Bei nur schwacher Sonnenexposition kann die starke entzündliche Reaktion fehlen und nach ein bis zwei Wochen direkt die Hyperpigmentierung auftreten (Photodermatitis pigmentaria oder Berloque-Dermatitis).
Diagnose und Differentialdiagnose
Die streifige Anordnung und die Form der Hauterscheinungen mit Rötung und Blasenbildung ermöglicht die Diagnose und erlaubt die Differentialdiagnose zum Sonnenbrand.

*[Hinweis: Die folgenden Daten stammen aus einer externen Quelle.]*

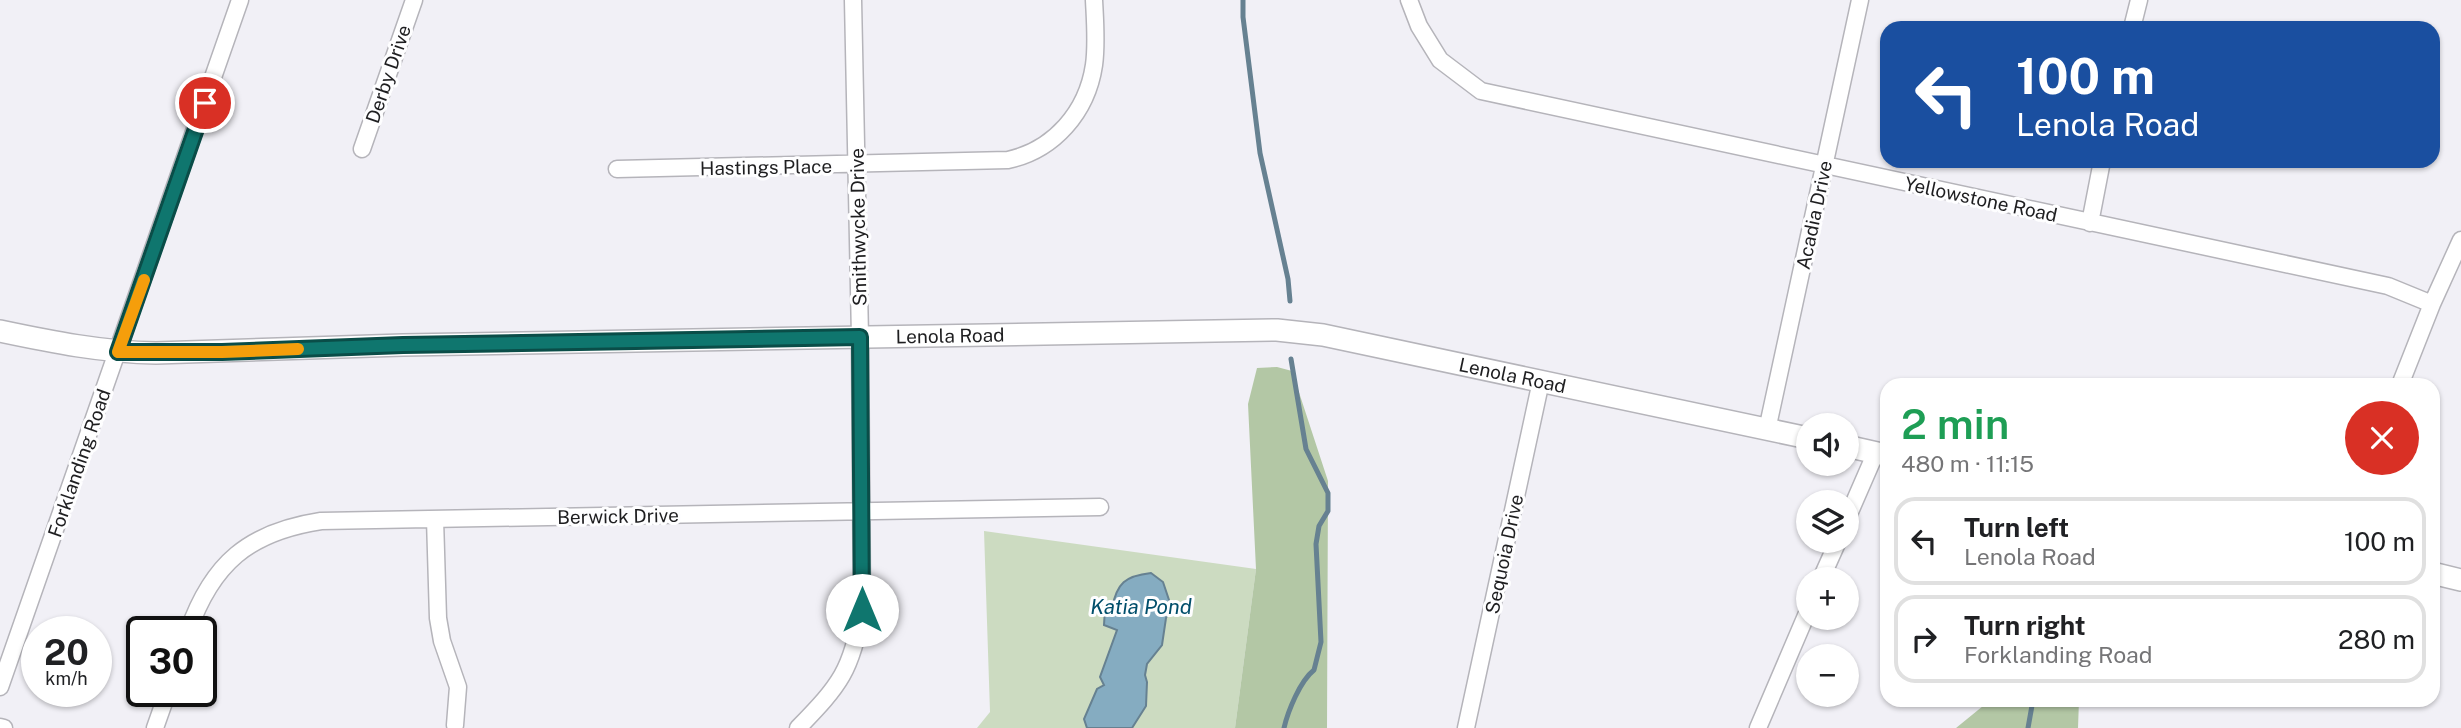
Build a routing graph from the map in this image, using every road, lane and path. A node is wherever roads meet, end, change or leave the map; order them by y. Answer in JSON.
{"nodes":[{"id":1,"x":240,"y":0,"type":"edge"},
{"id":2,"x":414,"y":0,"type":"edge"},
{"id":3,"x":853,"y":0,"type":"edge"},
{"id":4,"x":1094,"y":0,"type":"edge"},
{"id":5,"x":1409,"y":0,"type":"edge"},
{"id":6,"x":1860,"y":0,"type":"edge"},
{"id":7,"x":2139,"y":0,"type":"edge"},
{"id":8,"x":2134,"y":21,"type":"edge"},
{"id":9,"x":362,"y":149,"type":"dead end"},
{"id":10,"x":857,"y":165,"type":"junction"},
{"id":11,"x":1825,"y":165,"type":"junction"},
{"id":12,"x":2101,"y":168,"type":"edge"},
{"id":13,"x":617,"y":169,"type":"dead end"},
{"id":14,"x":2090,"y":223,"type":"junction"},
{"id":15,"x":2461,"y":240,"type":"edge"},
{"id":16,"x":2432,"y":304,"type":"junction"},
{"id":17,"x":0,"y":331,"type":"edge"},
{"id":18,"x":860,"y":337,"type":"junction"},
{"id":19,"x":118,"y":352,"type":"junction"},
{"id":20,"x":2403,"y":378,"type":"edge"},
{"id":21,"x":1541,"y":381,"type":"junction"},
{"id":22,"x":1767,"y":430,"type":"junction"},
{"id":23,"x":1796,"y":436,"type":"edge"},
{"id":24,"x":1859,"y":449,"type":"edge"},
{"id":25,"x":1880,"y":454,"type":"edge"},
{"id":26,"x":1880,"y":456,"type":"edge"},
{"id":27,"x":1859,"y":496,"type":"edge"},
{"id":28,"x":1100,"y":507,"type":"dead end"},
{"id":29,"x":861,"y":511,"type":"junction"},
{"id":30,"x":435,"y":519,"type":"junction"},
{"id":31,"x":2440,"y":575,"type":"edge"},
{"id":32,"x":2461,"y":580,"type":"edge"},
{"id":33,"x":195,"y":616,"type":"edge"},
{"id":34,"x":1800,"y":630,"type":"edge"},
{"id":35,"x":0,"y":687,"type":"edge"},
{"id":36,"x":162,"y":707,"type":"edge"},
{"id":37,"x":455,"y":726,"type":"dead end"},
{"id":38,"x":155,"y":728,"type":"edge"},
{"id":39,"x":798,"y":728,"type":"edge"},
{"id":40,"x":1466,"y":728,"type":"edge"},
{"id":41,"x":1758,"y":728,"type":"edge"}],
"edges":[{"from":1,"to":19,"type":"street","name":"Forklanding Road"},
{"from":2,"to":9,"type":"street","name":"Derby Drive"},
{"from":3,"to":10,"type":"street","name":"Smithwycke Drive"},
{"from":4,"to":10,"type":"street","name":"Hastings Place"},
{"from":5,"to":11,"type":"street","name":"Yellowstone Road"},
{"from":6,"to":11,"type":"street","name":"Acadia Drive"},
{"from":7,"to":8,"type":"street"},
{"from":10,"to":13,"type":"street","name":"Hastings Place"},
{"from":10,"to":18,"type":"street","name":"Smithwycke Drive"},
{"from":11,"to":14,"type":"street","name":"Yellowstone Road"},
{"from":11,"to":22,"type":"street","name":"Acadia Drive"},
{"from":12,"to":14,"type":"street"},
{"from":14,"to":16,"type":"street","name":"Yellowstone Road"},
{"from":15,"to":16,"type":"street"},
{"from":16,"to":20,"type":"street"},
{"from":17,"to":19,"type":"main road","name":"Lenola Road"},
{"from":18,"to":19,"type":"main road","name":"Lenola Road"},
{"from":18,"to":21,"type":"main road","name":"Lenola Road"},
{"from":18,"to":29,"type":"street","name":"Smithwycke Drive"},
{"from":19,"to":35,"type":"street","name":"Forklanding Road"},
{"from":21,"to":22,"type":"main road","name":"Lenola Road"},
{"from":21,"to":40,"type":"street","name":"Sequoia Drive"},
{"from":22,"to":23,"type":"main road","name":"Lenola Road"},
{"from":24,"to":25,"type":"main road"},
{"from":26,"to":27,"type":"street"},
{"from":28,"to":29,"type":"street","name":"Berwick Drive"},
{"from":29,"to":30,"type":"street","name":"Berwick Drive"},
{"from":29,"to":39,"type":"street","name":"Smithwycke Drive"},
{"from":30,"to":33,"type":"street","name":"Berwick Drive"},
{"from":30,"to":37,"type":"street"},
{"from":31,"to":32,"type":"main road"},
{"from":34,"to":41,"type":"street"},
{"from":36,"to":38,"type":"street"}]}
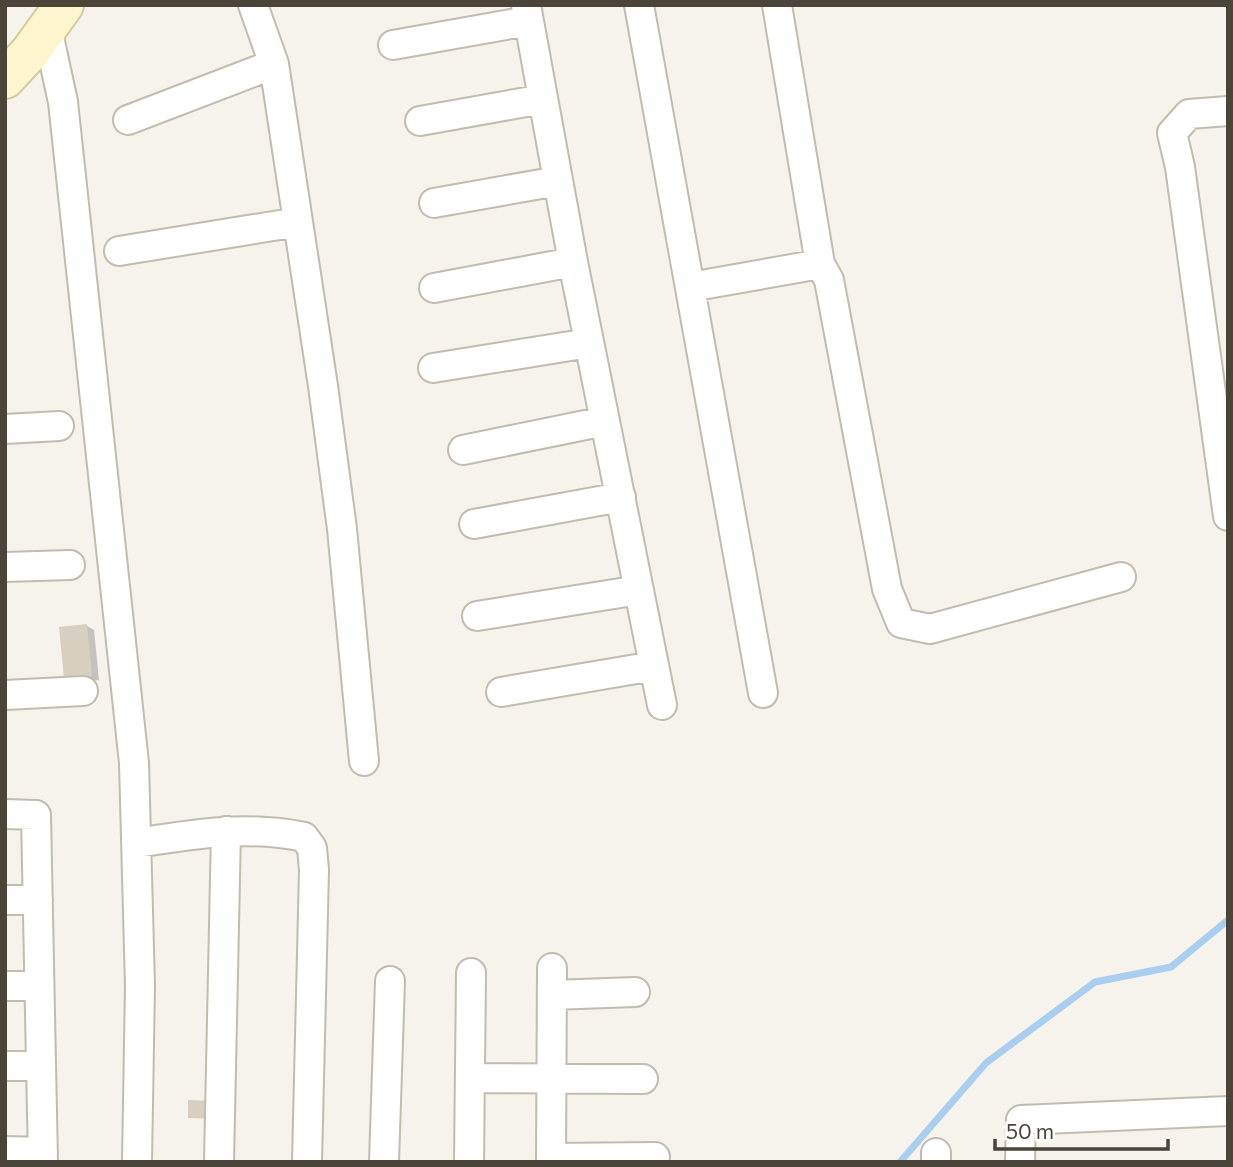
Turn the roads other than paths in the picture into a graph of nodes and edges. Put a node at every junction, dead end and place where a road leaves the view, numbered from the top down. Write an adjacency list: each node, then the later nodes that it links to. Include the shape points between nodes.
1 (253, 5): 7 (street)
2 (639, 5): 19 (street)
3 (777, 5): 18 (street)
4 (527, 13): 6 (street); 9 (street)
5 (55, 17): 8 (street); 44 (street, via 134,763)
6 (393, 45)
7 (274, 64): 11 (street); 15 (street)
8 (5, 79)
9 (543, 99): 12 (street); 13 (street)
10 (1228, 111): 28 (street, via 1189,114 1172,133)
11 (128, 120)
12 (420, 121)
13 (558, 181): 14 (street); 17 (street)
14 (435, 203)
15 (298, 222): 16 (street); 41 (street, via 342,529)
16 (119, 251)
17 (573, 262): 20 (street); 21 (street)
18 (820, 264): 19 (street); 32 (street, via 829,280 887,589 901,623 930,629)
19 (690, 287): 38 (street)
20 (434, 288)
21 (589, 343): 22 (street); 23 (street)
22 (433, 368)
23 (605, 421): 26 (street); 27 (street)
24 (58, 426): 25 (street)
25 (5, 429)
26 (463, 450)
27 (621, 497): 29 (street); 33 (street)
28 (1228, 516)
29 (474, 524)
30 (70, 565): 31 (street)
31 (5, 567)
32 (1121, 577)
33 (639, 590): 34 (street); 35 (street)
34 (477, 615)
35 (654, 666): 37 (street); 40 (street)
36 (83, 691): 39 (street)
37 (501, 692)
38 (763, 693)
39 (5, 695)
40 (662, 705)
41 (364, 761)
42 (5, 814): 46 (street, via 36,815)
43 (226, 831): 44 (street); 63 (street); 64 (street, via 274,830 304,837 312,848)
44 (137, 843): 62 (street)
45 (5, 900): 46 (street)
46 (38, 900): 50 (street)
47 (471, 973): 54 (street)
48 (390, 981): 65 (street)
49 (5, 986): 50 (street)
50 (39, 986): 53 (street)
51 (635, 992): 55 (street, via 552,982)
52 (5, 1066): 53 (street)
53 (41, 1066): 59 (street)
54 (470, 1078): 55 (street); 66 (street)
55 (552, 1078): 56 (street); 61 (street)
56 (643, 1079)
57 (1228, 1111): 67 (street, via 1021,1120)
58 (5, 1151): 59 (street)
59 (43, 1157)
60 (656, 1157): 61 (street)
61 (551, 1160)
62 (138, 1162)
63 (219, 1162)
64 (307, 1162)
65 (384, 1162)
66 (469, 1162)
67 (1020, 1162)

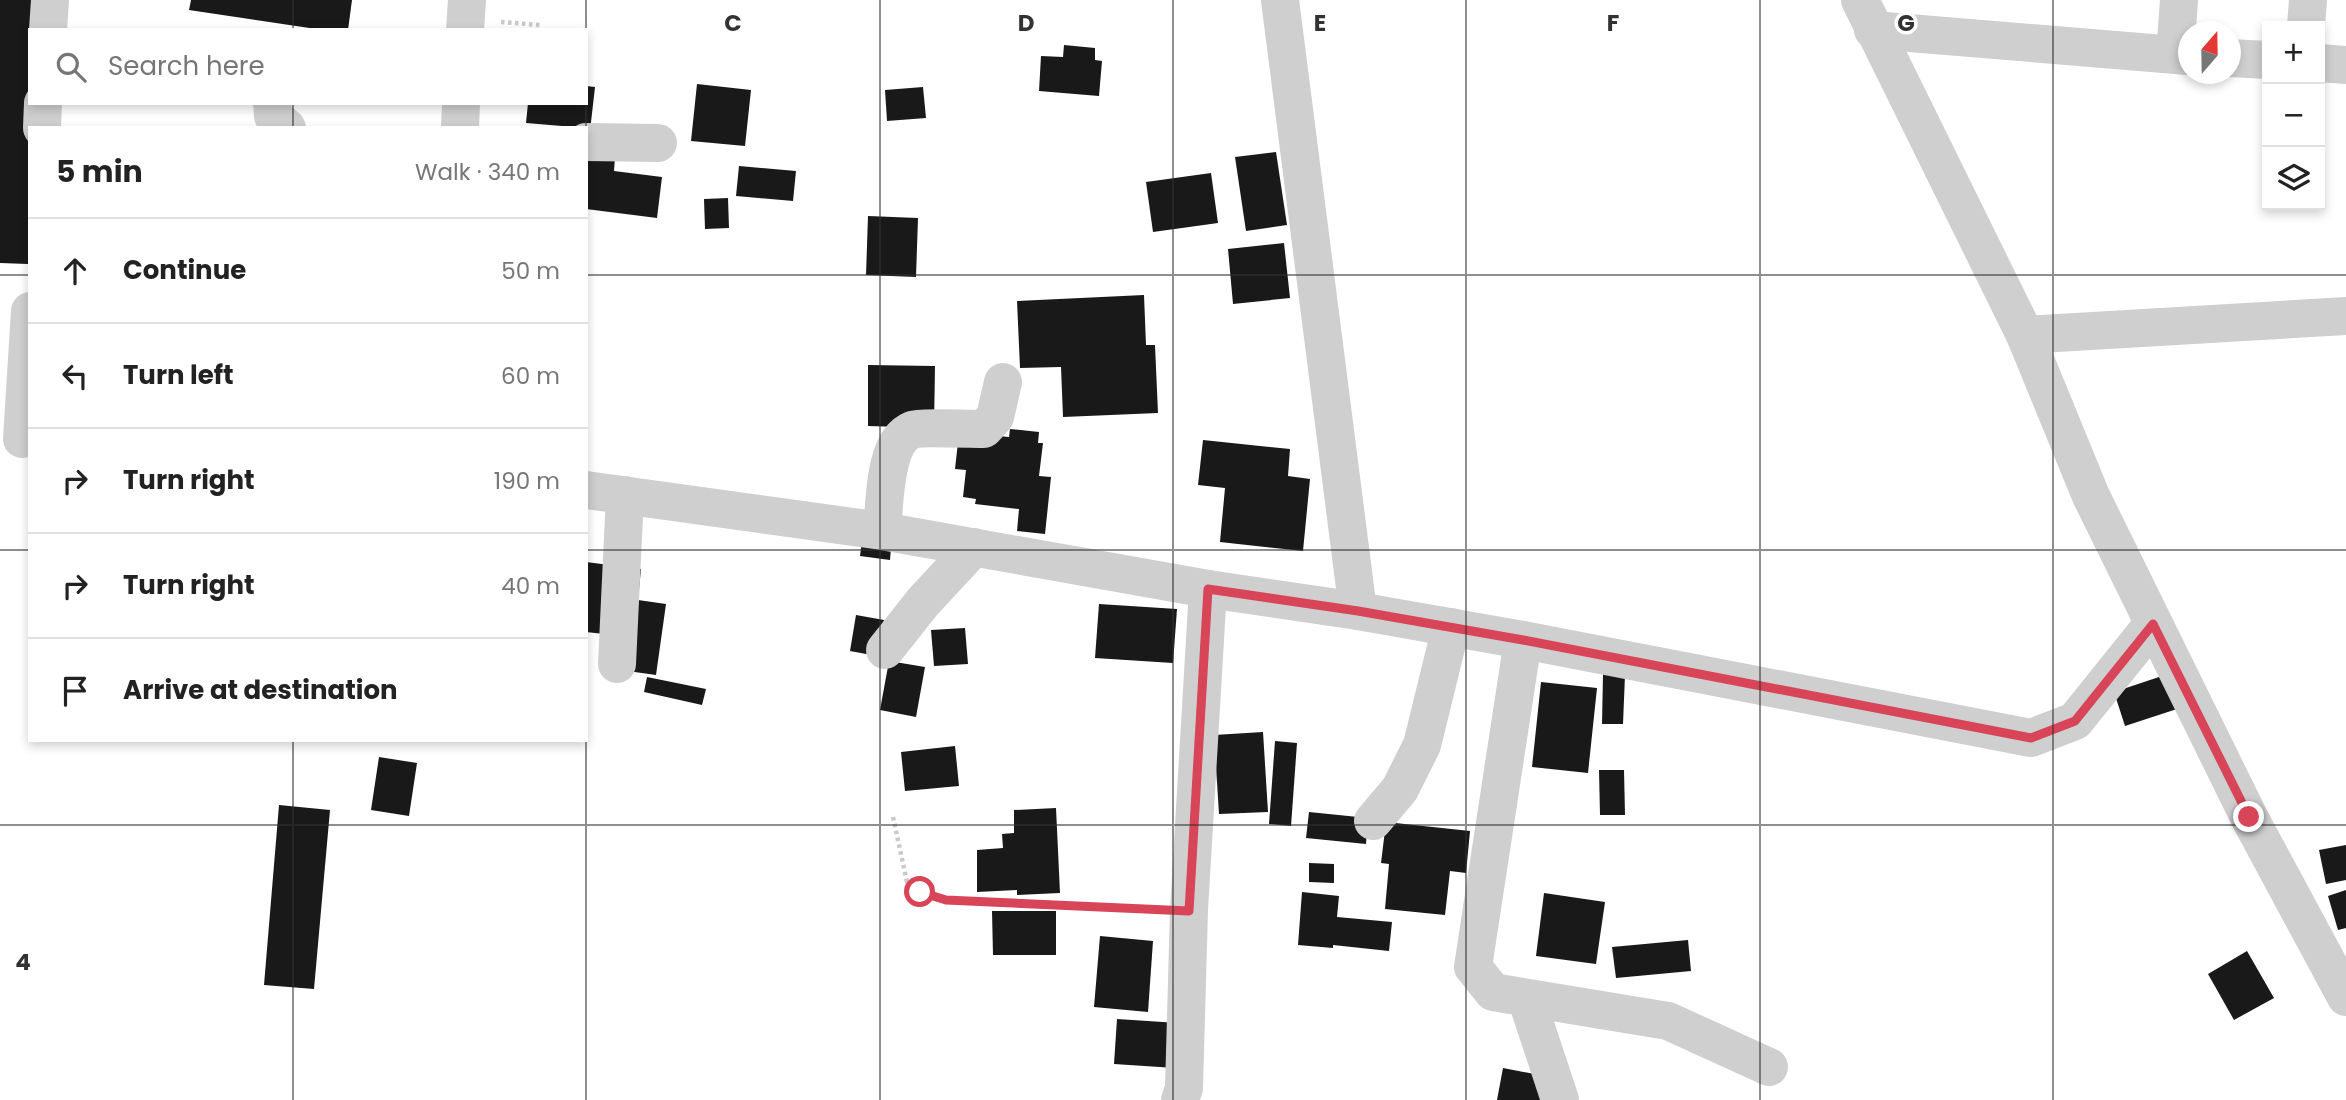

Im Gegensatz zur Porphyria cutanea tarda sind die Porphyrinwerte normal.
Therapie
Die Behandlung erfolgt lokal mit Cremes und Lotionen, die Glukokortikoide enthalten. In schweren Fällen kann auch mit einer systemischen Glukokortikoidgabe eine Linderung erzielt werden. Prostaglandinsynthesehemmer sind unwirksam.
Prognose
Die Erkrankung heilt nach zwei bis vier Wochen ab und hinterlässt eine starke Hyperpigmentierung, die viele Monate verbleiben kann. Die Behandlung hat – von den akuten Beschwerden abgesehen – keinen wesentlichen Einfluss auf den Verlauf.
Literatur und Quellen
- Ernst G. Jung (Hrsg.): Dermatologie. 2., überarbeitete und erweiterte Auflage. Hippokrates-Verlag, Stuttgart 1991, ISBN 3-7773-1021-2.
Einzelnachweise
- ↑ N. S. Heskel, R. B. Amon, F. J. Storrs, C. R. White: Phytophotodermatitis due to rue. In: Contact Dermatitis. Band 9, Nr. 4, 1983, S. 278–280.